In quaint downtown St. Simon’s, stop in Savannah Bee where founder Ted Dennard related the story of how he started keeping bees in Savannah and was the only one under 60 in the beekeeping club! Still pretty young and the head of a chain of stores based on honey in all of its forms and flavors, Dennard’s enthusiasm is contagious. Try the different types of honey and the meads (honey-based cider) as well as the lotions and shampoos.
More Great Food Experiences
Eating at The King and Prince can’t be beaten but, being the South, there are many dining experiences to be had on St. Simon’s Island. For a good dose of everything fried (including dill pickles) and a good beer, try Gnat’s Landing and it’s low-slung picnic tables and sports screens.
And for spectacular seafood that reflects the waters surrounding St. Simon’s, the Georgia Sea Grill has the freshest fish presented elegantly for a memorable meal. Their high approach to low-country cuisine includes many forms of Georgia shrimp and some local bison and lamb.

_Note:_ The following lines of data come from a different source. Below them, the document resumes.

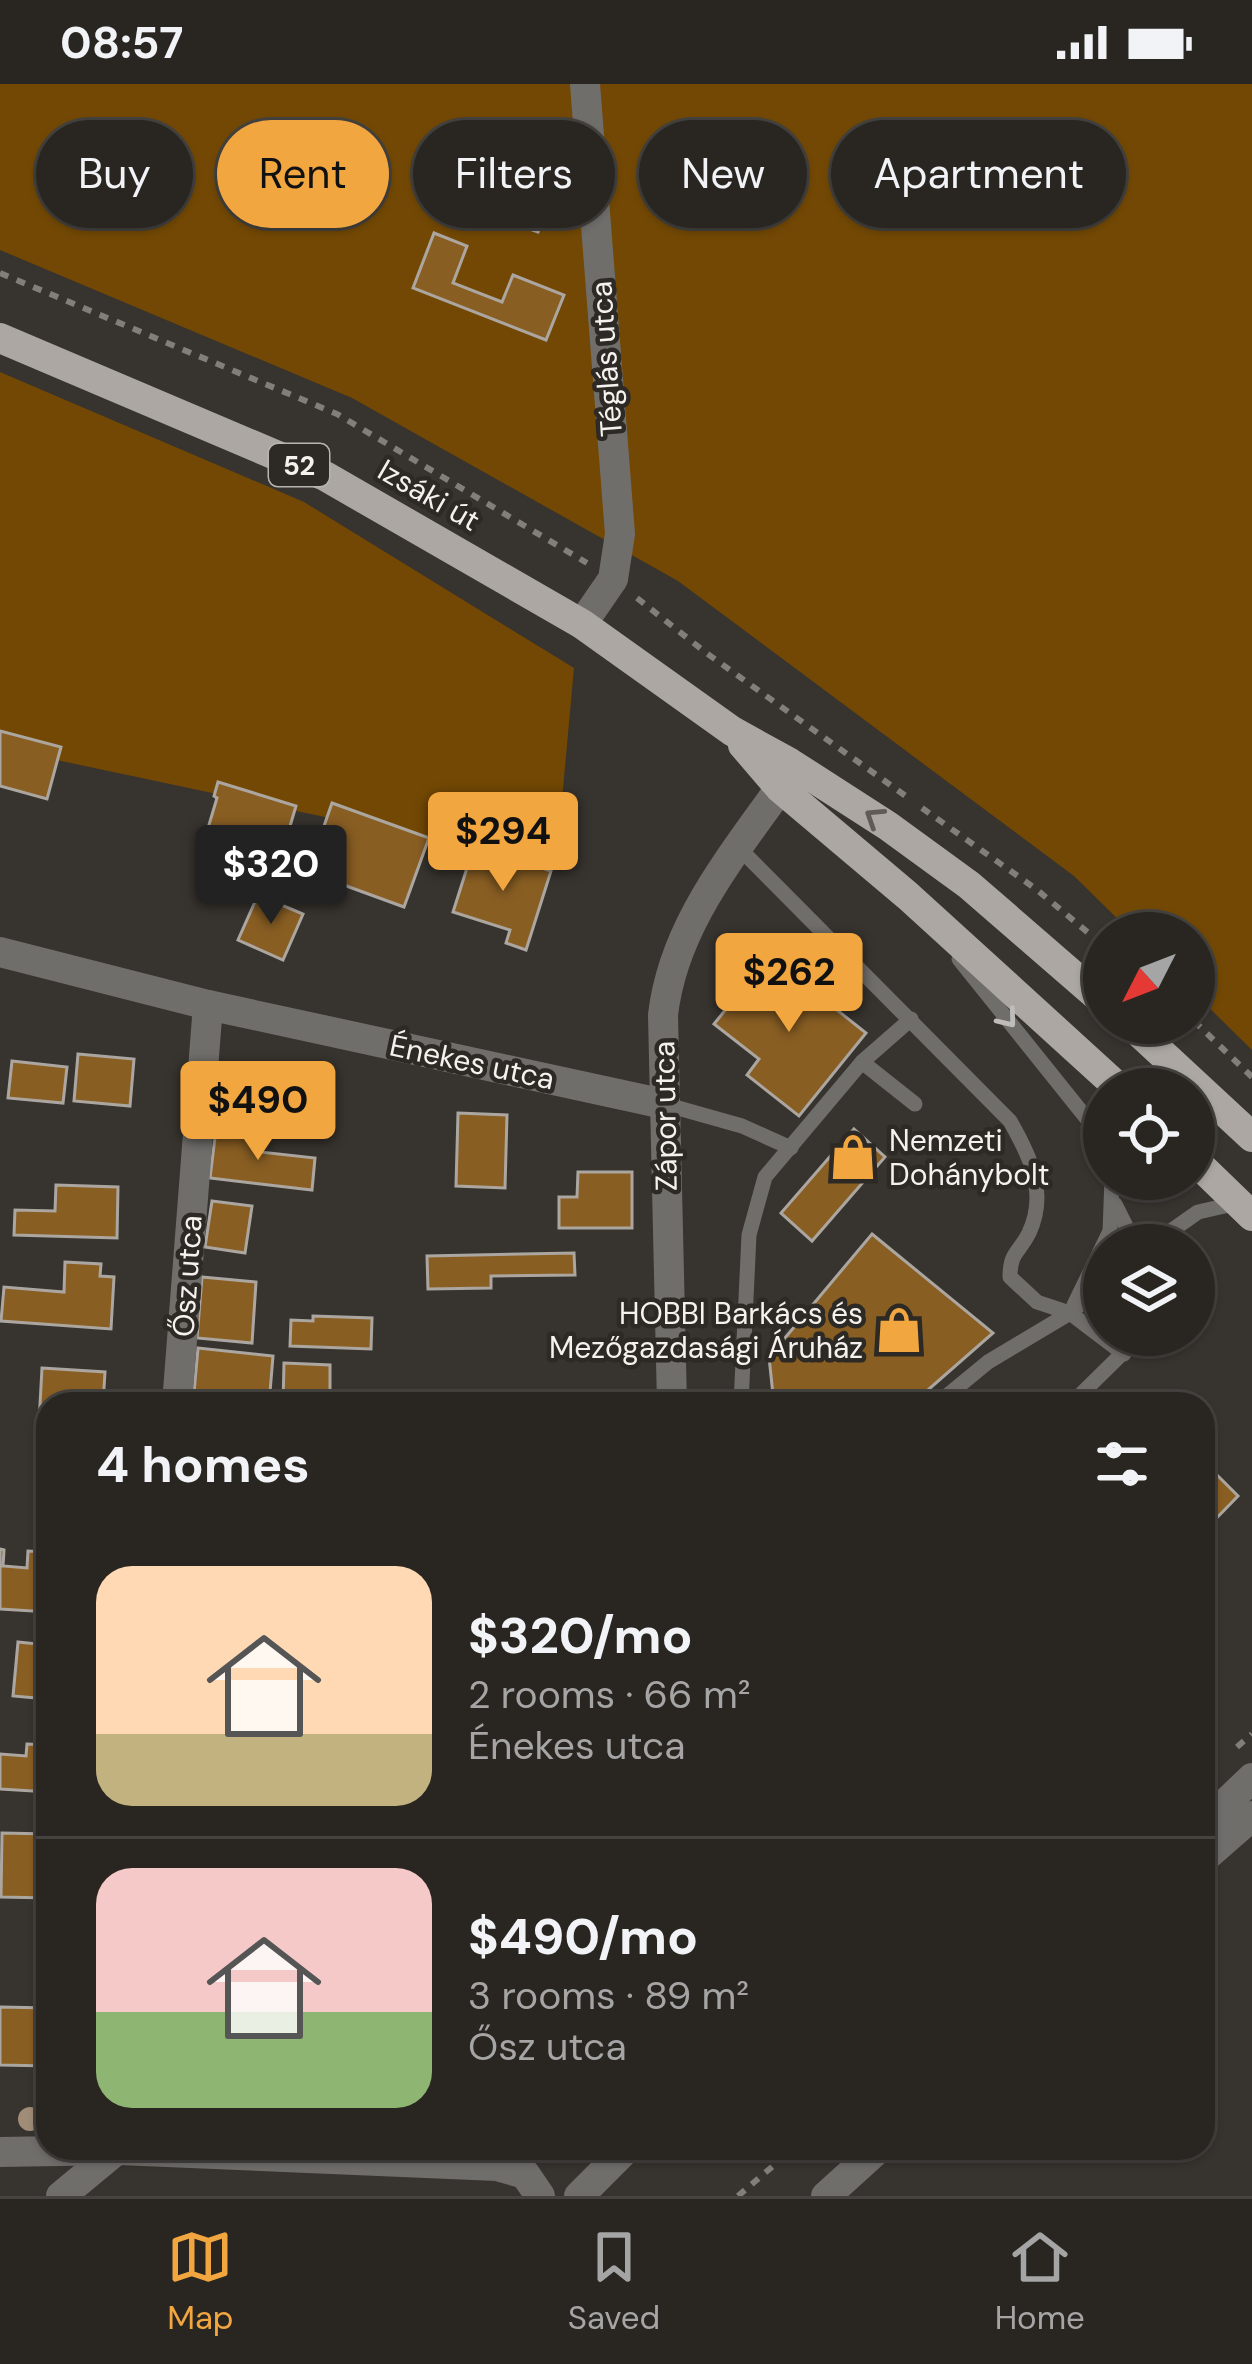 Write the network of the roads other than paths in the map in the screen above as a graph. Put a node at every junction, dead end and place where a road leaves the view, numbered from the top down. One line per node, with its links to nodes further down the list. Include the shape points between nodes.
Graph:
1 (585, 84): 3 (street, Téglás utca, via 620,534 613,579)
2 (0, 338): 3 (main road, Izsáki út / 52, via 325,476)
3 (582, 624): 4 (main road, Izsáki út / 52)
4 (732, 731): 5 (main road, Izsáki út / 52); 9 (main road, Izsáki út / 52, one-way to 4, via 889,826)
5 (780, 788): 6 (street, Zápor utca); 7 (main road, Izsáki út / 52)
6 (738, 848): 11 (lane); 15 (street, Zápor utca, via 667,976)
7 (908, 896): 14 (main road, Izsáki út / 52); 17 (lane, one-way to 17)
8 (0, 952): 10 (street, Énekes utca)
9 (1083, 983)
10 (208, 1004): 15 (street, Énekes utca); 29 (street, Ősz utca)
11 (911, 1019): 13 (lane); 26 (lane, via 1010,1121 1034,1163 1036,1210 1010,1258 1010,1277 1037,1302)
12 (1152, 1044): 18 (main road)
13 (862, 1062): 16 (lane); 19 (lane)
14 (1097, 1068)
15 (664, 1104): 19 (lane); 30 (street, Zápor utca)
16 (915, 1104)
17 (1083, 1113)
18 (1252, 1136)
19 (791, 1148): 31 (lane, via 766,1177 749,1235)
20 (1215, 1180): 22 (main road)
21 (1114, 1202): 23 (lane); 26 (lane, via 1110,1232)
22 (1245, 1209): 24 (lane, via 1198,1212)
23 (1125, 1224)
24 (1180, 1224)
25 (1083, 1302): 26 (lane)
26 (1070, 1313): 27 (lane); 32 (lane)
27 (1083, 1323)
28 (1122, 1356): 33 (lane)
29 (178, 1392)
30 (672, 1392)
31 (742, 1392)
32 (952, 1392)
33 (1084, 1392)
34 (1252, 1778): 35 (street)
35 (1215, 1813)
36 (1252, 1816): 37 (street)
37 (1215, 1848)
38 (36, 2151): 39 (street)
39 (0, 2152)
40 (105, 2160): 44 (street)
41 (364, 2160): 45 (street, via 497,2166 525,2174)
42 (615, 2160): 46 (street)
43 (865, 2160): 47 (street)
44 (61, 2196)
45 (540, 2196)
46 (579, 2196)
47 (826, 2196)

My time on the fabled St. Simon’s Island may have been short, but it was just a teaser for many return visits. Once you meet the people of the island and witness their quiet approach to life, their warmth and hospitality and their pride of being from or just being lucky enough to discover the Island, you realize the St. Simon’s life is contagious. I just can’t wait to get back to The King and Prince and walk the beach, watch the waves, drink a Bloody Mary and eat some shrimp. And then do it again!